Документы, вышедшие из-под пера посольских дьяков и подьячих, послов и приставов, предназначались не для публики, а для служебного пользования. Они предполагали достаточную осведомленность читателя в вопросах дипломатического обихода. Подробно описывать правила придворного этикета или посольскую службу в России, как то делали иностранные авторы, не было нужды. Есть, пожалуй, лишь один источник, выразивший отношение русского человека к русскому же посольскому обычаю, — это знаменитые записки Григория Котошихина «О России в царствование Алексея Михайловича». Подьячий Посольского приказа, человек способный и, видимо, честолюбивый, но выполнявший второстепенные дипломатические поручения, он был бит батогами за ошибку, сделанную в царском титуле на одной из грамот, в 1664 году бежал в Польшу, затем перебрался в Пруссию, оттуда — в Стокгольм, где и написал свое сочинение (возможно, по заданию шведского правительства). Русские дипломатические порядки Котошихин рассматривает изнутри, как профессионал, досконально знающий предмет, но в то же время и с некоторой дистанции, уже отчужденно, а порой и предвзято, как бы невольно смотря глазами западноевропейского читателя, для которого предназначалось его сочинение. Иначе говоря, это типичный взгляд эмигранта со всеми достоинствами и недостатками, присущими такому взгляду. Котошихин писал о русском посольском обычае середины XVII в., но немало из того, о чем он сообщает, можно, соблюдая осторожность, применить и к предыдущему столетию.
«Сказания» иностранцев и приказные документы позволяют взглянуть на русский посольский обычай глазами той и другой сторон. В итоге мы получаем возможность реконструировать его нормы, проследить их развитие на протяжении всего XVI в.

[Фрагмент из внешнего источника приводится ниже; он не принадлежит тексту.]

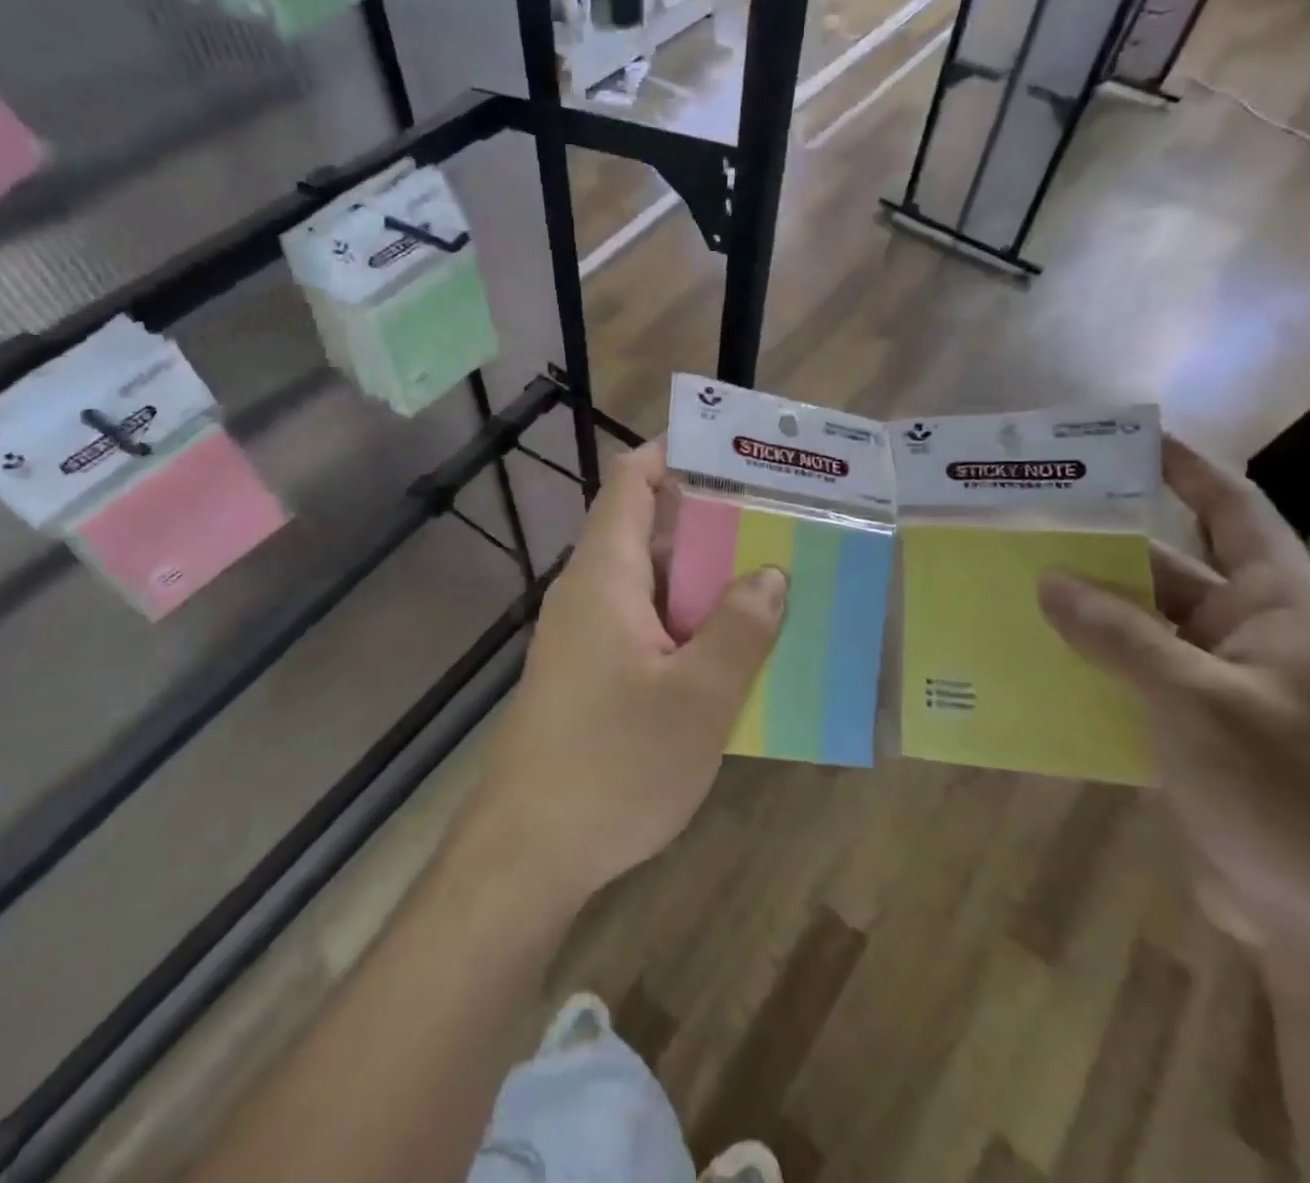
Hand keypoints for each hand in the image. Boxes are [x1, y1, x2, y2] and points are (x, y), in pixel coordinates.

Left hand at [466, 444, 787, 905]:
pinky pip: (646, 627)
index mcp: (605, 575)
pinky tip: (733, 654)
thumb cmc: (612, 765)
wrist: (527, 852)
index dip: (676, 456)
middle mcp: (589, 593)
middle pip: (650, 532)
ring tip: (774, 583)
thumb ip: (740, 630)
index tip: (737, 458)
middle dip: (714, 524)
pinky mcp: (589, 675)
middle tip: (782, 526)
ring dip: (707, 582)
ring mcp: (585, 636)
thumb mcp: (697, 699)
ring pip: (653, 585)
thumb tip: (771, 574)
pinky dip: (689, 625)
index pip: (632, 483)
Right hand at [1037, 438, 1309, 954]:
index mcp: (1278, 606)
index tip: (1119, 439)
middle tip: (1020, 522)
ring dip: (1078, 610)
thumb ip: (1118, 635)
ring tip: (1004, 583)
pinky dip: (1081, 662)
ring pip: (1134, 625)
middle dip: (1095, 547)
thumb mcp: (1196, 701)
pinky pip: (1124, 674)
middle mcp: (1246, 633)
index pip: (1231, 511)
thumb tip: (1046, 579)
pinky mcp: (1187, 726)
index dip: (1182, 469)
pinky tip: (1024, 656)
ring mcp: (1215, 682)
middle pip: (1162, 567)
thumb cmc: (1285, 793)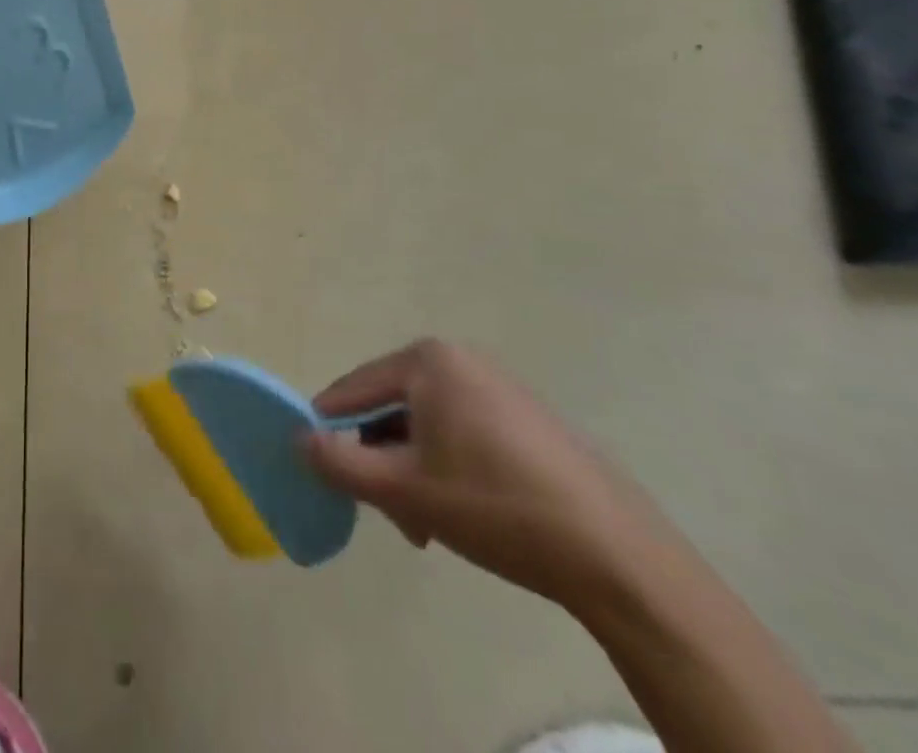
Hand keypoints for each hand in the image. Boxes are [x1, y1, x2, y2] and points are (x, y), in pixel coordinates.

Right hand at [305, 339, 673, 611]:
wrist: (619, 556)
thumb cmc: (496, 507)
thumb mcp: (405, 489)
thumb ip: (340, 463)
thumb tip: (298, 440)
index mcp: (427, 360)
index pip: (353, 388)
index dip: (329, 428)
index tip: (320, 469)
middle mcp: (461, 360)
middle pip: (392, 407)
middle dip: (381, 460)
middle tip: (389, 513)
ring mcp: (499, 386)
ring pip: (427, 425)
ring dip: (413, 470)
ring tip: (426, 525)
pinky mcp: (528, 418)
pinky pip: (463, 432)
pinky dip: (448, 467)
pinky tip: (464, 512)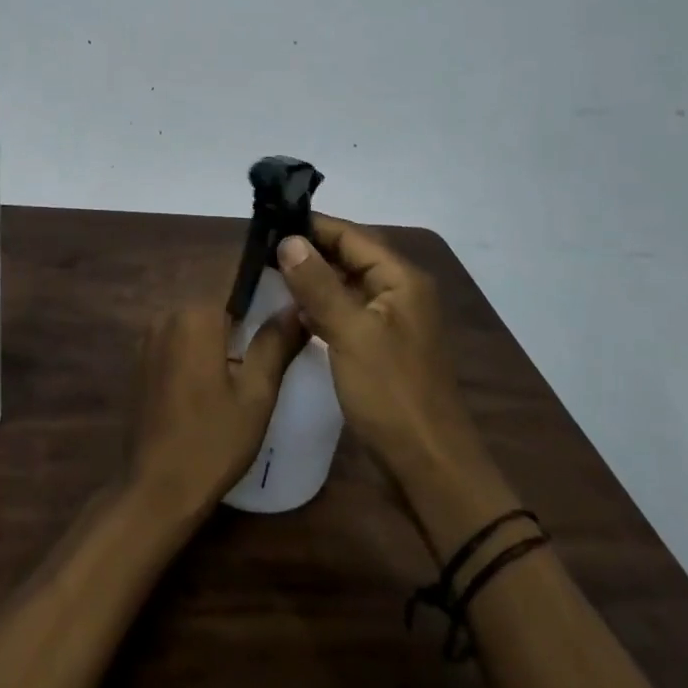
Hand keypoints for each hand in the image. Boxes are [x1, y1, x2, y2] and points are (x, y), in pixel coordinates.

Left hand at [128, 305, 306, 520]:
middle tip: (279, 333)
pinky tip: (219, 373)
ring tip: (254, 354)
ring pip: (197, 320)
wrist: (156, 488)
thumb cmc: (213, 441)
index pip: (236, 279)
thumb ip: (276, 343)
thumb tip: (296, 304)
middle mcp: (167, 315)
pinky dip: (200, 346)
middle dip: (245, 312)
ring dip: (222, 331)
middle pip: (216, 300)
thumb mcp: (256, 394)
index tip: (289, 295)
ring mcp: (149, 337)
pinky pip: (179, 338)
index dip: (265, 284)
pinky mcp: (141, 360)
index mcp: (196, 315)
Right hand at [275, 215, 483, 479]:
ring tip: (267, 272)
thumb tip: (289, 240)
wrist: (428, 466)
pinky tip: (290, 310)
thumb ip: (319, 285)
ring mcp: (389, 321)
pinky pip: (345, 313)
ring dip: (311, 279)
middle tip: (260, 247)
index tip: (268, 222)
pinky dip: (319, 307)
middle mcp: (398, 292)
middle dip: (308, 250)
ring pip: (345, 285)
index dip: (310, 225)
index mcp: (400, 279)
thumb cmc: (392, 394)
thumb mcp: (351, 334)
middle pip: (349, 257)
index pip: (350, 235)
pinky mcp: (378, 347)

Подобно зеркалу, посольский обычай того периода отразил интереснейшую эпоху в истории России — ее политику, дипломатию, государственную идеологию, психологию и быт русских людей. Многое можно увидеть в этом зеркале, если внимательно вглядеться в замутненные временем отражения.
Глава I. ГОСУДАРЕВА «ЧЕСТЬ»
Вопрос о «братстве»
В 1574 году толмач одного из шведских посольств Авраам Нильсен, за пять лет перед тем оставленный в Москве с целью «учить робят свейскому языку», был наконец отпущен на родину. Однако до Швеции он не доехал. Русские власти задержали его на границе, в Орешке. Основания для этого были вполне веские: у Нильсена обнаружили несколько бумаг, которые он «крал лазучством». Дело само по себе довольно обычное. В Европе того времени члены дипломатических миссий шпионажем не гнушались, и существовал даже особый иронический термин, обозначающий дипломата, — espion honorable (
Удивительно не «лазучство», а выбор объекта для шпионажа. Зачем понадобилось Нильсену знать генеалогическое древо Ивана Грозного? Видимо, не из простого любопытства, раз он делал это втайне. Кто дал ему такое загадочное поручение? Почему, наконец, оно вызвало тревогу в Москве? На эти вопросы невозможно ответить, не рассмотрев прежде всю систему политических воззрений той эпохи, касающихся отношений между монархами и государствами.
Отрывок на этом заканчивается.